Monday, December 21, 2009

Christmas Music

Here in Utah, we have two radio stations that play Christmas music exclusively at this time of year. They’re big competitors, and they’re always trying to get the jump on the other. When they started, FM100 was playing 100 hours of Christmas music (therefore starting about 4 days before Christmas). Then 106.5 decided to get in on the game and started earlier. As they continually try to “one-up” each other, the date continually moves up. This year, they started before Halloween. Next year, they’re going to start around Labor Day.

As I’ve listened to the holiday cheer, I’ve noticed that Christmas songs seem to fall into roughly four categories for me. Though some can be put in more than one category, there are a few clear lines.

First, there are the traditional, “classic” songs. You know, White Christmas, Have Yourself a Merry Little Christmas, Joy to the World, Deck the Halls, Oh Holy Night, etc. The good stuff. The ones that every artist has to sing. The ones that I can still imagine being played on a record player.

Second, there are the classic songs that have nothing to do with Christmas. Winter Wonderland, Sleigh Ride, Jingle Bells, Frosty the Snowman, Let it Snow. They’re fun songs, but they’re actually songs about winter in general. So, why don’t we hear them in January? My January could use a little cheering up with “Winter Carols.” And while we’re talking about Christmas songs that aren’t really Christmas songs, what’s up with playing “Favorite Things” at Christmas? I mean, it came from the Sound of Music. Do they even have a winter scene in that show? Wikipedia notes the following: “The wintertime imagery of some of the lyrics has made ‘My Favorite Things’ a popular song during the Christmas season … although in the show and movie it is sung during a summer thunderstorm.” Uh-huh. A summer thunderstorm. Can’t think of anything more Christmas-y than that!

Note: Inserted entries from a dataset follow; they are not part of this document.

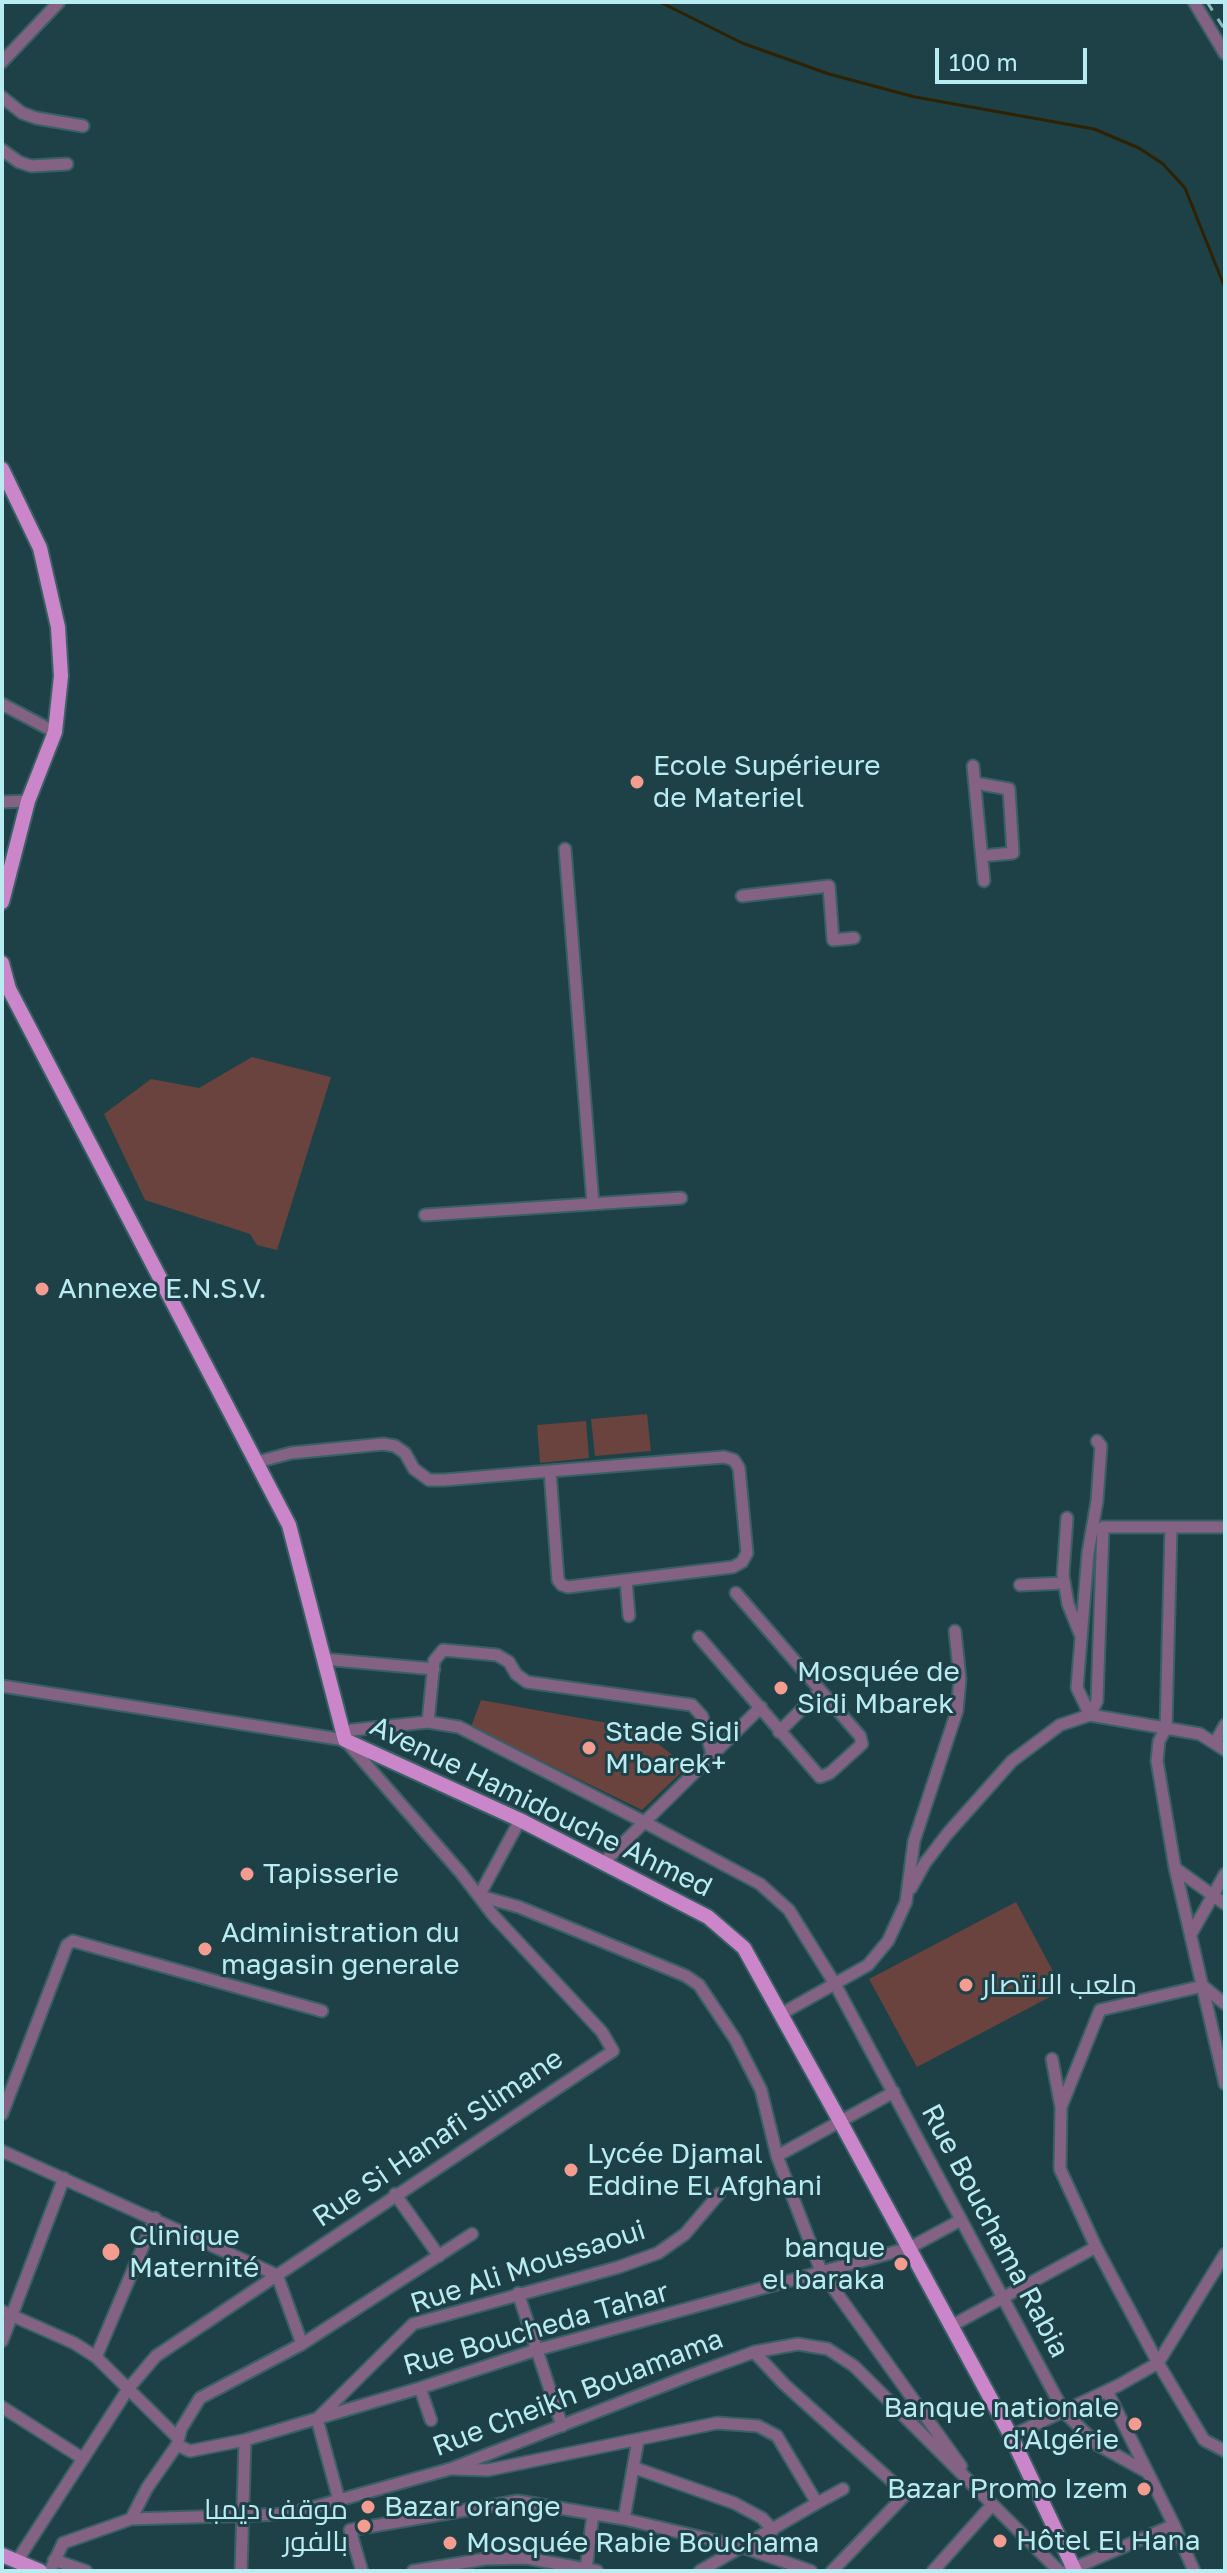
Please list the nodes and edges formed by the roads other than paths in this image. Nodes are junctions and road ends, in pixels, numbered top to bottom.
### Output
1 (60, 2) edge
2 (1194, 2) edge
3 (1225, 54) edge
4 (2, 62) edge
5 (2, 97) edge
6 (12, 106) junction
7 (2, 116) edge
8 (83, 126) dead end
9 (2, 150) edge
10 (67, 164) dead end
11 (4, 477) edge
12 (2, 704) edge
13 (55, 732) junction
14 (973, 766) dead end
15 (975, 783) junction
16 (28, 801) junction
17 (2, 802) edge
18 (565, 849) dead end
19 (982, 856) junction
20 (984, 881) dead end
21 (742, 896) dead end
22 (2, 902) edge
23 (854, 938) dead end
24 (2, 963) edge
25 (681, 1198) dead end
26 (593, 1204) junction
27 (425, 1215) dead end
28 (1097, 1441) dead end
29 (257, 1462) junction
30 (550, 1471) junction
31 (1067, 1518) dead end
32 (1171, 1527) junction
33 (1225, 1527) edge
34 (626, 1580) junction
35 (1064, 1583) junction
36 (1020, 1585) dead end
37 (736, 1593) dead end
38 (629, 1616) dead end
39 (955, 1631) dead end
40 (699, 1637) dead end
41 (1082, 1638) junction
42 (323, 1659) junction
43 (434, 1669) junction
44 (2, 1686) edge
45 (819, 1692) junction
46 (761, 1707) junction
47 (1090, 1715) junction
48 (428, 1722) junction
49 (1225, 1725) edge
50 (1166, 1728) junction
51 (779, 1732) junction
52 (344, 1736) junction
53 (1220, 1746) edge
54 (712, 1754) junction
55 (520, 1820) junction
56 (644, 1822) junction
57 (603, 1863) junction
58 (1175, 1868) junction
59 (1225, 1874) edge
60 (909, 1892) junction
61 (1211, 1895) junction
62 (479, 1896) junction
63 (1225, 1904) edge
64 (1191, 1934) junction
65 (835, 1984) junction
66 (1203, 1986) junction
67 (1225, 2004) edge
68 (322, 2011) dead end
69 (781, 2014) junction
70 (1052, 2059) dead end
71 (1225, 2084) edge
72 (894, 2092) junction
73 (1061, 2107) junction
74 (2, 2114) edge
75 (840, 2121) junction
76 (2, 2151) edge
77 (777, 2156) junction
78 (64, 2178) junction
79 (395, 2194) junction
80 (719, 2194) dead end
81 (155, 2218) junction
82 (961, 2220) junction
83 (472, 2234) dead end
84 (1096, 2247) junction
85 (909, 2248) junction
86 (1225, 2254) edge
87 (439, 2256) junction
88 (821, 2271) junction
89 (277, 2275) junction
90 (518, 2293) junction
91 (1005, 2298) junction
92 (7, 2313) edge
93 (951, 2326) junction
94 (2, 2341) edge
95 (302, 2344) junction
96 (536, 2350) junction
97 (754, 2352) junction
98 (96, 2357) junction
99 (1158, 2363) junction
100 (420, 2388) junction
101 (128, 2389) junction
102 (1107, 2391) junction
103 (2, 2407) edge
104 (1064, 2412) junction
105 (317, 2419) junction
106 (431, 2420) dead end
107 (562, 2426) junction
108 (1011, 2436) junction
109 (245, 2440) junction
110 (638, 2440) junction
111 (177, 2441) junction
112 (1225, 2451) edge
113 (82, 2458) junction
114 (635, 2468) junction
115 (450, 2469) junction
116 (1145, 2471) junction
117 (843, 2489) dead end
118 (980, 2493) junction
119 (339, 2500) junction
120 (817, 2503) junction
121 (992, 2505) junction
122 (593, 2514) junction
123 (241, 2517) junction
124 (131, 2519) junction
125 (624, 2519) junction
126 (1174, 2525) junction
127 (773, 2530) junction
128 (742, 2547) junction
129 (2, 2555) edge
130 (17, 2561) junction
131 (52, 2565) edge
132 (592, 2570) edge
133 (1069, 2570) edge
134 (40, 2571) edge
135 (86, 2571) edge
136 (241, 2571) edge
137 (362, 2571) edge
138 (413, 2571) edge
139 (700, 2571) edge
140 (811, 2571) edge
141 (832, 2571) edge
142 (933, 2571) edge
143 (1194, 2571) edge

1 - 4 street
2 - 3 street
5 - 6 street
6 - 7 street
6 - 8 street
9 - 10 street
11 - 13 main road
12 - 13 street
13 - 16 main road
14 - 15 street
15 - 19 street
15 - 19 street
16 - 17 street
16 - 22 main road
18 - 26 street
19 - 20 street
21 - 23 street
24 - 29 main road, Avenue Hamidouche Ahmed
25 - 26 street
26 - 27 street
28 - 41 street
29 - 30 street
29 - 42 main road, Avenue Hamidouche Ahmed
30 - 34 street
30 - 34 street
31 - 35 street
32 - 33 street
32 - 47 street
32 - 50 street
34 - 38 street
35 - 36 street
35 - 41 street
37 - 45 street
39 - 60 street
40 - 46 street
41 - 47 street
42 - 43 street
42 - 52 main road, Avenue Hamidouche Ahmed
43 - 48 street
43 - 54 street
44 - 52 street, Rue Bouchama Rabia
45 - 51 street
45 - 51 street
46 - 51 street
46 - 54 street
47 - 50 street
47 - 60 street
48 - 52 street, Rue Bouchama Rabia
48 - 56 street, Rue Bouchama Rabia
49 - 53 street
50 - 53 street
50 - 58 street
52 - 55 main road, Avenue Hamidouche Ahmed
52 - 62 street, Rue Si Hanafi Slimane
54 - 56 street
55 - 57 main road, Avenue Hamidouche Ahmed
55 - 62 street
56 - 57 street
56 - 65 street, Rue Bouchama Rabia
57 - 69 main road, Avenue Hamidouche Ahmed
58 - 61 street
58 - 64 street
59 - 61 street
60 - 65 street
61 - 63 street
61 - 64 street
62 - 77 street
62 - 79 street, Rue Si Hanafi Slimane
64 - 66 street
65 - 69 street
65 - 72 street, Rue Bouchama Rabia
66 - 67 street
66 - 71 street
66 - 73 street
68 - 74 street
69 - 75 main road, Avenue Hamidouche Ahmed
70 - 73 street
72 - 75 street
72 - 82 street, Rue Bouchama Rabia
73 - 84 street
75 - 77 street
75 - 85 main road, Avenue Hamidouche Ahmed
76 - 78 street
77 - 88 street
78 - 81 street
78 - 92 street
79 - 87 street
79 - 89 street, Rue Si Hanafi Slimane
80 - 90 street, Rue Ali Moussaoui
81 - 89 street
81 - 98 street
82 - 85 street, Rue Boucheda Tahar
82 - 91 street, Rue Bouchama Rabia
83 - 87 street
84 - 91 street
84 - 99 street
85 - 88 street, Rue Boucheda Tahar
85 - 93 main road, Avenue Hamidouche Ahmed
86 - 99 street
87 - 95 street
88 - 96 street, Rue Boucheda Tahar
88 - 118 street
89 - 95 street
89 - 101 street, Rue Si Hanafi Slimane
90 - 96 street
90 - 105 street, Rue Ali Moussaoui
91 - 93 street
91 - 104 street, Rue Bouchama Rabia
92 - 94 street
92 - 98 street
93 - 108 main road, Avenue Hamidouche Ahmed
95 - 111 street
96 - 100 street, Rue Boucheda Tahar
96 - 107 street
97 - 107 street, Rue Cheikh Bouamama
97 - 118 street, Rue Cheikh Bouamama
97 - 141 street
98 - 101 street
99 - 102 street
99 - 112 street
100 - 105 street, Rue Boucheda Tahar
100 - 106 street
101 - 111 street
101 - 113 street, Rue Si Hanafi Slimane
102 - 104 street
102 - 116 street
103 - 113 street
104 - 108 street
104 - 116 street, Rue Bouchama Rabia
105 - 109 street, Rue Boucheda Tahar
105 - 119 street
107 - 115 street, Rue Cheikh Bouamama
108 - 133 main road, Avenue Hamidouche Ahmed
109 - 111 street, Rue Boucheda Tahar
109 - 123 street
110 - 114 street
110 - 115 street
110 - 120 street
111 - 124 street
113 - 130 street, Rue Si Hanafi Slimane
114 - 125 street
114 - 127 street
115 - 119 street, Rue Cheikh Bouamama
116 - 126 street
117 - 120 street
118 - 121 street, Rue Cheikh Bouamama
119 - 123 street, Rue Cheikh Bouamama
120 - 127 street
121 - 133 street, Rue Cheikh Bouamama
121 - 142 street
122 - 125 street
122 - 132 street
122 - 137 street
123 - 124 street, Rue Cheikh Bouamama
123 - 136 street
124 - 131 street, Rue Cheikh Bouamama
125 - 128 street
126 - 133 street
126 - 143 street
127 - 128 street
128 - 139 street
128 - 140 street
129 - 130 main road
130 - 134 main road
131 - 135 street
132 - 138 street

Third, there are the Santa songs. Rudolph the Red Nosed Reindeer, Up on the Housetop, Santa Claus is Coming to Town, Here Comes Santa Claus, Jolly Old St Nicholas, Santa Baby. Again, fun songs that deal only with the commercialization of Christmas, avoiding the “reason for the season.” These are the ones that kids are still allowed to sing in public schools.

Then there are the new songs. Ah the new songs. While there are some that I enjoy (generally the ones by BNL), most of them drive me crazy. Christmas Shoes; Do they Know it’s Christmas?; So This is Christmas; Grownup Christmas List; Last Christmas. I don’t know why, but these songs just grate on my nerves. Maybe it’s because they’re played all too often on the radio at this time of year. Maybe it’s because I have no memory linking them to wonderful Christmases in the past.

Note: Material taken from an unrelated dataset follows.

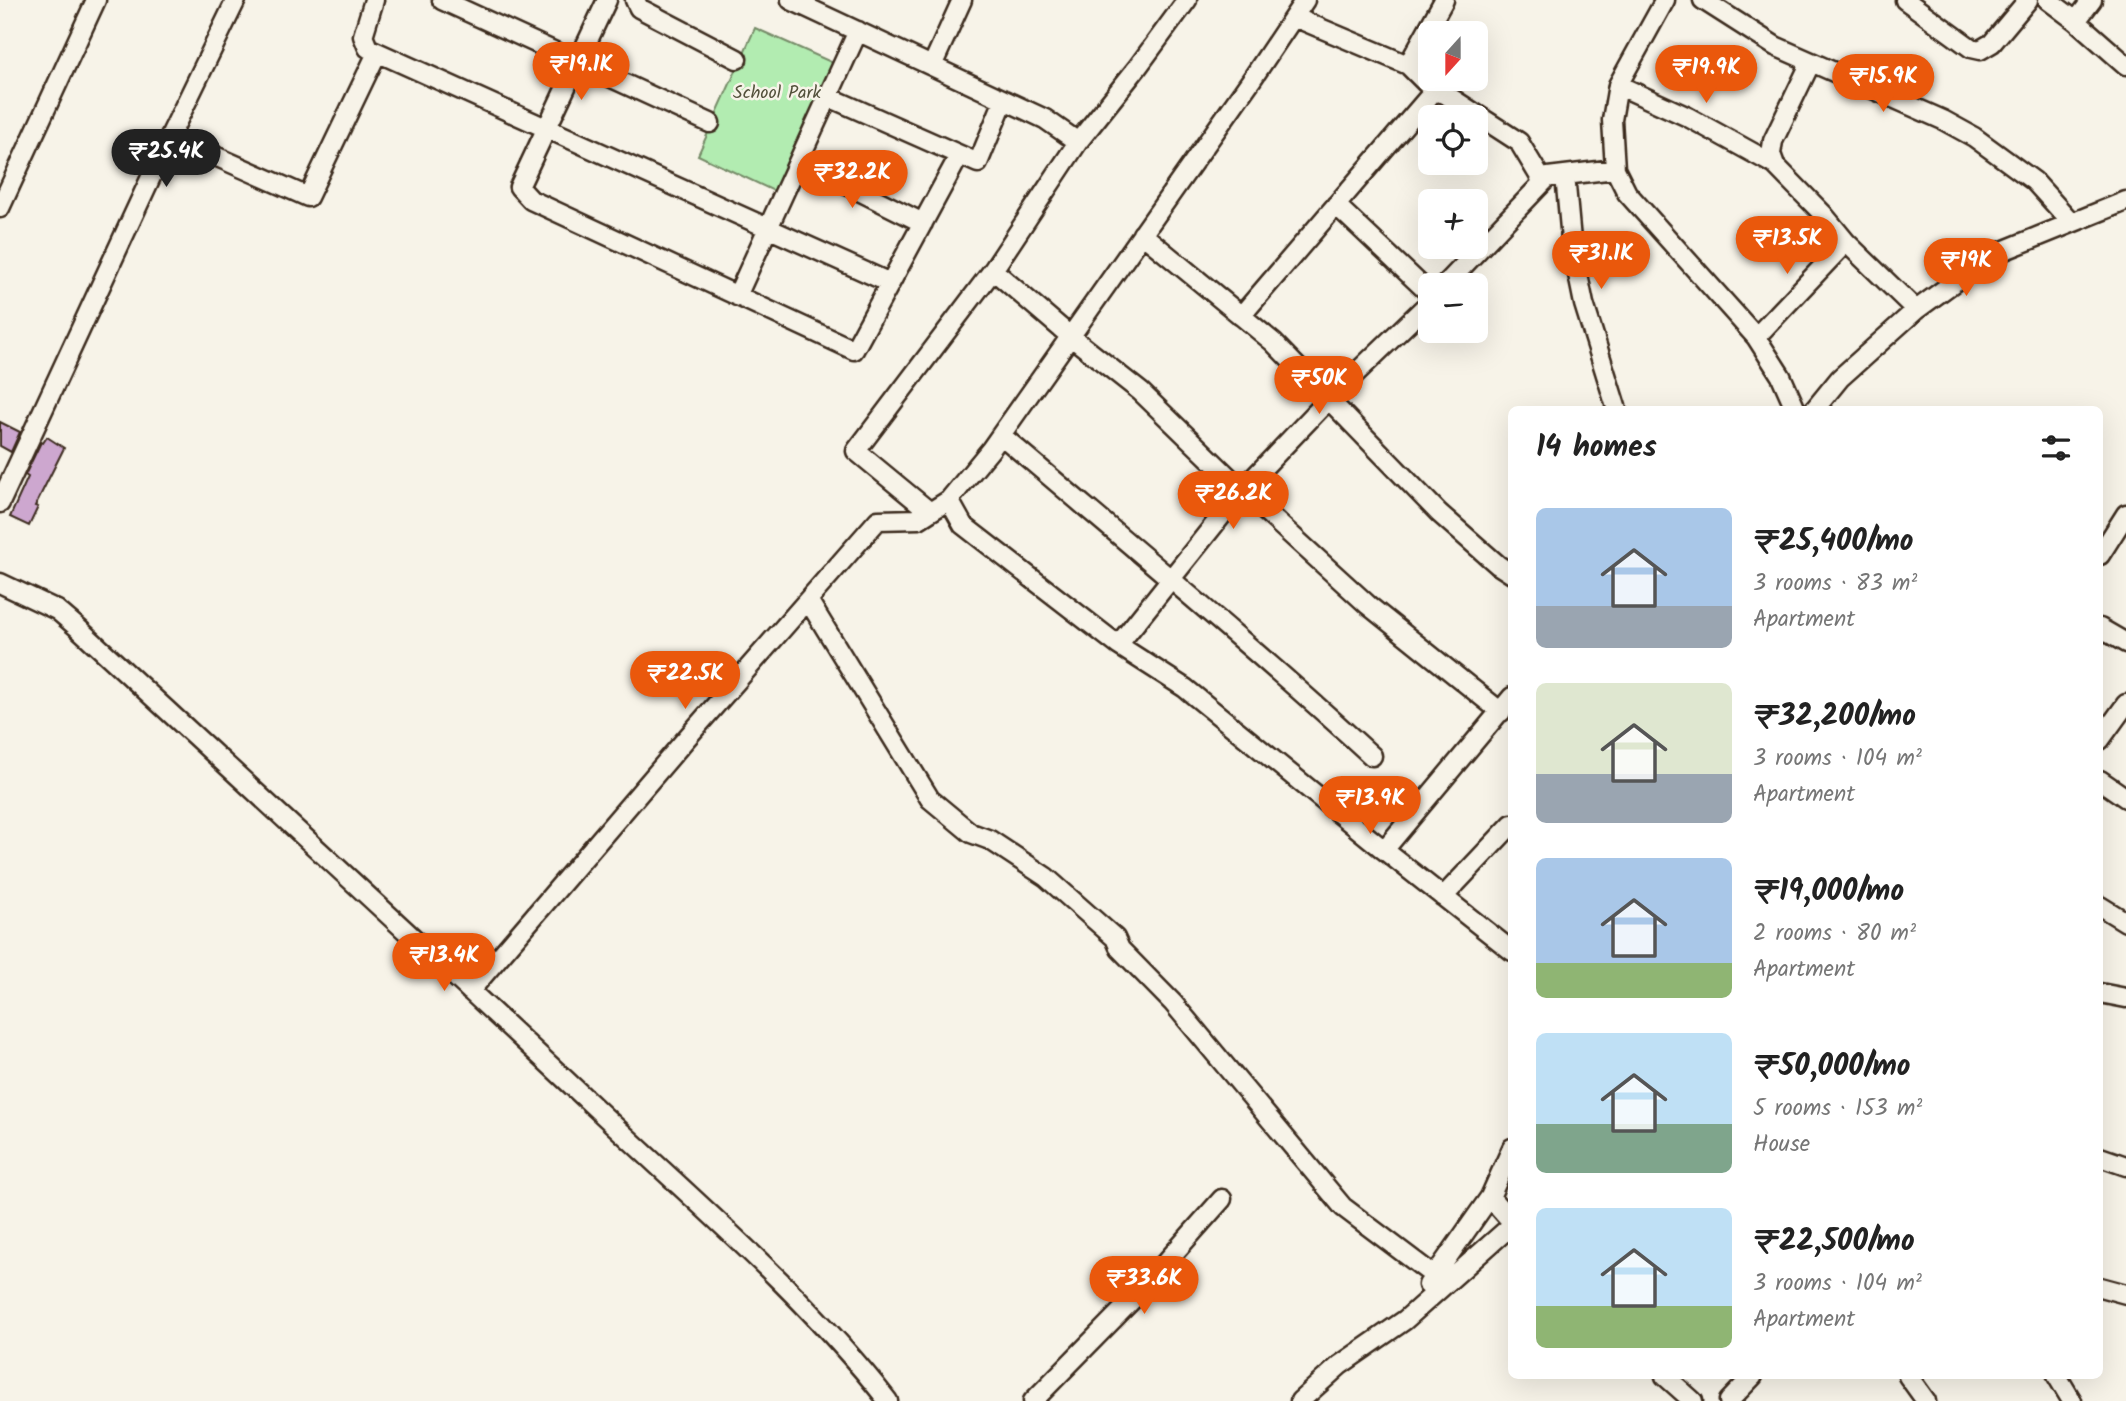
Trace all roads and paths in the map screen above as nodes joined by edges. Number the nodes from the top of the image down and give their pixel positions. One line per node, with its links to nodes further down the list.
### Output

Or maybe it’s just because they’re stupid songs.

For example: “Do They Know it’s Christmas?” This is a song that focuses on those less fortunate than us, specifically those in Africa. While I appreciate the sentiment and the charge to “feed the world,” I find it humorous that the song points out that “there won’t be snow in Africa this Christmas.” Well, duh! When was the last time they had snow in Africa? And why on earth is it a bad thing that they’re not getting any this year? I mean, really, have the writers of this song ever been in snow? Would you really want to wish it on a people who are in no way prepared to handle it?

Wanna know what’s on my Grownup Christmas List? An ITunes card, some clothes, jewelry, books.

And of course, World Peace.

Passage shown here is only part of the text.